Deep dive 2: CDN and ABR

Pre-warm popular titles; origin shield to protect object store. Player picks rung by bandwidth; measure rebuffer ratio as the product SLO, not just CDN hit rate. See cache/CDN patterns in 07.

Deep dive 3: cost and cold storage

Move cold videos to cheaper storage class; keep hot segments on CDN. Precompute vs just-in-time transcode trade-off for long-tail catalogs.

Deep dive 4: signed playback and origin protection

Private/unlisted playback uses short-lived signed URLs (upload creds ≠ playback creds).
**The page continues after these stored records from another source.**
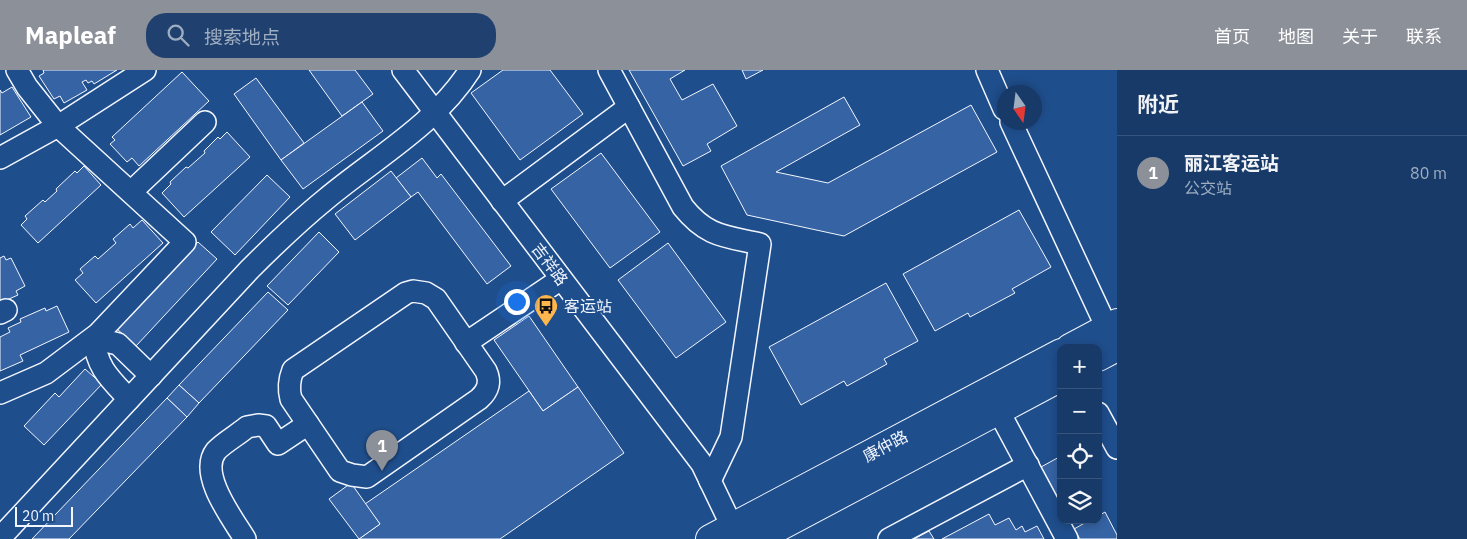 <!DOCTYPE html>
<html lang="zh">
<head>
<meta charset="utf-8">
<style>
  :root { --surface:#173a69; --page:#20416f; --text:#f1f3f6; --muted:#9eadc0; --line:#36547d; --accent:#8c9099 }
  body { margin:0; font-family:"IBM Plex Sans","Noto Sans SC",sans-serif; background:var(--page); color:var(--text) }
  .controls { position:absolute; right:15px; bottom:15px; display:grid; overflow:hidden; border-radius:10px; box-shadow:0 2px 8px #0003 }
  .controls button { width:45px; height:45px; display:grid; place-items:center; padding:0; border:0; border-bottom:1px solid var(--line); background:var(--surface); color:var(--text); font:25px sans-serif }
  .compass { position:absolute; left:997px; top:15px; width:45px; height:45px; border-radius:50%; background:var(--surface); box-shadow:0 2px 8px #0003; rotate:166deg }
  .scale { position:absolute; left:15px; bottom:12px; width:58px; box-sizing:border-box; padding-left:5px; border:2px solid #f2f6ff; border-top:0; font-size:14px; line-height:18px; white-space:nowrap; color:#f2f6ff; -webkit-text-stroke:4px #1f4e8c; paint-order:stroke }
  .you { position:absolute; left:516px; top:231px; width:18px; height:18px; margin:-12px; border:4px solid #fff; border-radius:50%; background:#1a73e8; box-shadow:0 0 0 8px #1a73e833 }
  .badge { display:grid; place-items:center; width:32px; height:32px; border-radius:50%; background:var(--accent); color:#fff; font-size:16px; font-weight:700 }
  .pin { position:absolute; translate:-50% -41px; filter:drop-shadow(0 1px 2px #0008) }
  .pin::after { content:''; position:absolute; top:26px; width:18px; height:15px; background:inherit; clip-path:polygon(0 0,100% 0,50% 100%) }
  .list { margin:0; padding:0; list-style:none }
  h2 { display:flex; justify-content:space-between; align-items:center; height:65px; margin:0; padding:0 20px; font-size:21px }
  h2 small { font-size:16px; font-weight:400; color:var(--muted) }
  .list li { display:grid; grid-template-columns:32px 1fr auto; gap:15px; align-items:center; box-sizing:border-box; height:75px; padding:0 20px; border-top:1px solid var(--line) }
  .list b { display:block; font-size:19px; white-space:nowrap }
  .list p { margin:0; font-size:16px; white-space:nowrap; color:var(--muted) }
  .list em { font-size:16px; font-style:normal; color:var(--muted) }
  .icon { flex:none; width:28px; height:28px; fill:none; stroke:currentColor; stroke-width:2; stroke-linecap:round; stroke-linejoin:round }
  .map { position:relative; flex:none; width:1117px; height:469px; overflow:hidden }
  header { display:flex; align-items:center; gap:30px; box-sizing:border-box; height:70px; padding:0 25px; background:var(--accent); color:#fff }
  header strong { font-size:24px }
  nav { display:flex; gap:28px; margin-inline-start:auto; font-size:18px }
  .search { width:350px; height:45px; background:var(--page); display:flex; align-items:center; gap:12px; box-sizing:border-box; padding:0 18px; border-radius:20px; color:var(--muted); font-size:19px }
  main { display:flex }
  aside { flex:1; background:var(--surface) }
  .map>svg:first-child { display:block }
</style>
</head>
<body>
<header>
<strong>Mapleaf</strong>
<div class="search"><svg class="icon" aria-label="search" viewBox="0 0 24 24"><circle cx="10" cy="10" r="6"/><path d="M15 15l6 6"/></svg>搜索地点</div>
<nav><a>首页</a><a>地图</a><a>关于</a><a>联系</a></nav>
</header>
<main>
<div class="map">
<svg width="1117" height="469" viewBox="0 0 1117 469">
  <rect width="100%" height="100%" fill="#1f4e8c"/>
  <!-- building -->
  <g fill="#3563a3" stroke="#f2f6ff">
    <polygon points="117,0 94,14 92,11 88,13 86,10 82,12 87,20 64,33 60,26 54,29 39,6 44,3 43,0"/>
    <polygon points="309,0 355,0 373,24 342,46"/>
    <polygon points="503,0 550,0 583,44 520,90 471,23"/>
    <polygon points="629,0 685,0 670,9 682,30 713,14 737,56 707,74 711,81 683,96"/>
    <polygon points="742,0 763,0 746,9"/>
    <polygon points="182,2 209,31 139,96 132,88 127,92 110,74 115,70 112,67"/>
    <polygon points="256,8 304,73 281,90 234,24"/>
    <polygon points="12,17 31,47 0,65 0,20 2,23"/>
    <polygon points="844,27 860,55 776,102 828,113 971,35 997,82 844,166 747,145 721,96"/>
    <polygon points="362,32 383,61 303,119 281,90"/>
    <polygon points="227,62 250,87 184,147 162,123 171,114 170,112 186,97 188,98 205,83 204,81 218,67 220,69"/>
    <polygon points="601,83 660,162 610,198 551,119"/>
    <polygon points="422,88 437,108 441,104 511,196 487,214 418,122 411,127 396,108"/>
    <polygon points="84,96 101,115 38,173 21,155 27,149 25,146 43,130 45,132 57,121 56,119 75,101 77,103"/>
    <polygon points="391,101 411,127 355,170 335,144"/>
    <polygon points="267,105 290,127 235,185 211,162"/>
    <polygon points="1019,140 1051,197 1012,219 1015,223 970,247 968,243 935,261 903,204"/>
    <polygon points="142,150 163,173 96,233 75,210 83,203 80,199 95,186 98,189 116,173 113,169 130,154 133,158"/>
    <polygon points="319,162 339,182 288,235 267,216"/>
    <polygon points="198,172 217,189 136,276 117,259"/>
    <polygon points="668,173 726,252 676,288 618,210"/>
    <polygon points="4,186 6,190 11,188 25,216 16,221 18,225 0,233 0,188"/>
    <polygon points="886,213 918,271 884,289 887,294 847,316 844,311 801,335 769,277"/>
    <polygon points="268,222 288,240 199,333 179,315"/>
    <polygon points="57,236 69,262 20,285 23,291 0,301 0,267 10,262 8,258 21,252 20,249 45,238 46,241"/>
    <polygon points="529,246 578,317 543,341 494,270"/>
    <polygon points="85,299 102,314 44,375 24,356 55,323 59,327"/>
    <polygon points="179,315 199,333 187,347 167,328"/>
    <polygon points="578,317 624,383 500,469 359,469 380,454 365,434 529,321 543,341"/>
    <polygon points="167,328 187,347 69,469 32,469"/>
    <polygon points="1061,386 1061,427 1058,428 1041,397"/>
    <polygon points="351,413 380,454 359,469 329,429"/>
    <polygon points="1105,442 1117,465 1117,469 1080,469 1074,459 1090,450 1098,450 1098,446"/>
    <polygon points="989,444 995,455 1009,448 1016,460 1022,456 1025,462 1037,456 1044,469 942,469"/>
    <polygon points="929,461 934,469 914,469"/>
  </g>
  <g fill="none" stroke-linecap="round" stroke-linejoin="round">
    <!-- minor casing -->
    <g stroke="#f2f6ff" stroke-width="24">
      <g id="minor">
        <polyline points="403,0 702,394 738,469"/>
        <path d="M609,0L683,137C707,167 725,166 760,174L731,367L710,411"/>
        <polyline points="987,0 1004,39"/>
        <polyline points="1011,52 1107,258"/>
        <polyline points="0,88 58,56 145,0"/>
        <polyline points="131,122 205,52"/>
        <polyline points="502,131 629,37"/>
        <path d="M413,221L426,223L436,229L486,301C491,312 488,321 479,329L367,407L352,405L340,401L291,329C288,318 289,310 293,300L406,223Z"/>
        <polyline points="0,243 6,240"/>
        <polyline points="466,273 561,209"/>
        <polyline points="0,323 46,303 98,264 185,172 58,56 27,17 17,0"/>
        <path d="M129,329C110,309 96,297 94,268L118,274L151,306"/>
        <polyline points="998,340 1067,469"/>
        <polyline points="1098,343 1117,378"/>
        <path d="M0,468L250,199C274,175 299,151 326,129C375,88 435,55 470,0"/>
        <path d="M245,469C233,449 198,404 216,381C223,373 239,364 247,357L258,355L266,356L278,374L308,354"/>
        <polyline points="889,469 1028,395"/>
      </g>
    </g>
    <!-- major casing -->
    <g stroke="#f2f6ff" stroke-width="30">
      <g id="major">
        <polyline points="1070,278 1117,253"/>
        <polyline points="1098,287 1117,277"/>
        <polyline points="710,469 1061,283"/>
        <polyline points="756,469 1061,307"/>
      </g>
    </g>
    <!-- minor -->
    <use href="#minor" stroke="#1f4e8c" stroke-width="21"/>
    <!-- major -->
    <use href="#major" stroke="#1f4e8c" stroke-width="28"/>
  </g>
  <!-- icons -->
  <defs>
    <g id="bus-pin" transform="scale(1.25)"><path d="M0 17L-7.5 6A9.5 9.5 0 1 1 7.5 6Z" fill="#ffb74d" stroke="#1f4e8c"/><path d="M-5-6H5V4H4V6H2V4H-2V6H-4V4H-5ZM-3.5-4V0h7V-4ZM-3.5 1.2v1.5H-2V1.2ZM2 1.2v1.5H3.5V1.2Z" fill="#111"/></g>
  </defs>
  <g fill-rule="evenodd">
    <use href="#bus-pin" x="546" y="236"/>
  </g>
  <g text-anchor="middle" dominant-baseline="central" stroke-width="4" stroke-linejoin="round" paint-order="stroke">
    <!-- street labels -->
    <g font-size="16" fill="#f2f6ff" stroke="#1f4e8c">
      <text transform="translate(550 194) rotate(53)">吉祥路</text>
      <text transform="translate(885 376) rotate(-28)">康仲路</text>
    </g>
    <!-- poi labels -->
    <g font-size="16" fill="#f2f6ff" stroke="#1f4e8c" text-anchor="start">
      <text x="564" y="236">客运站</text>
    </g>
  </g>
</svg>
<div class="controls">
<button>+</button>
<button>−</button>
<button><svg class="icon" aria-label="locate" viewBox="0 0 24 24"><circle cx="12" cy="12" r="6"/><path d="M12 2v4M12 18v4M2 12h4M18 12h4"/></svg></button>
<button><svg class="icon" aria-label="layers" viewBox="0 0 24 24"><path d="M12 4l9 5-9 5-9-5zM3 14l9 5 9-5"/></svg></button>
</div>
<svg class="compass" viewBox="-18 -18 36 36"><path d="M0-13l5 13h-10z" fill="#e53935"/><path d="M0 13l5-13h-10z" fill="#9eadc0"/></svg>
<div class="scale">20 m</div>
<div class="you"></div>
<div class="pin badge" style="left:382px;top:401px">1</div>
</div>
<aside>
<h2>附近<small></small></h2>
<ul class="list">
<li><span class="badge">1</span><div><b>丽江客运站</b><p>公交站</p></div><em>80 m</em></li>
</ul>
</aside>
</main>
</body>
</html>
On CDN cold start for a viral title, use origin shield + request coalescing so origin survives a global miss storm — otherwise rebuffer SLOs die while "RTO" looks fine. In 45 minutes, upload→transcode→ABR; live streaming is a separate follow-up.

What's expected at each level

  • Mid-level: upload to S3, play from URL.
  • Senior: async transcode + CDN + HLS.
  • Staff+: resumable upload, rendition parallelism, ABR/rebuffer SLOs, cost tiers.
  • Principal: global capacity planning and live-vs-VOD split when asked.

Follow-up questions to expect

  • "Design live streaming instead?" (Ingest servers, low-latency HLS/WebRTC, different SLA.)
  • "How do recommendations fit?" (Separate system — ../ai-system-design/06.)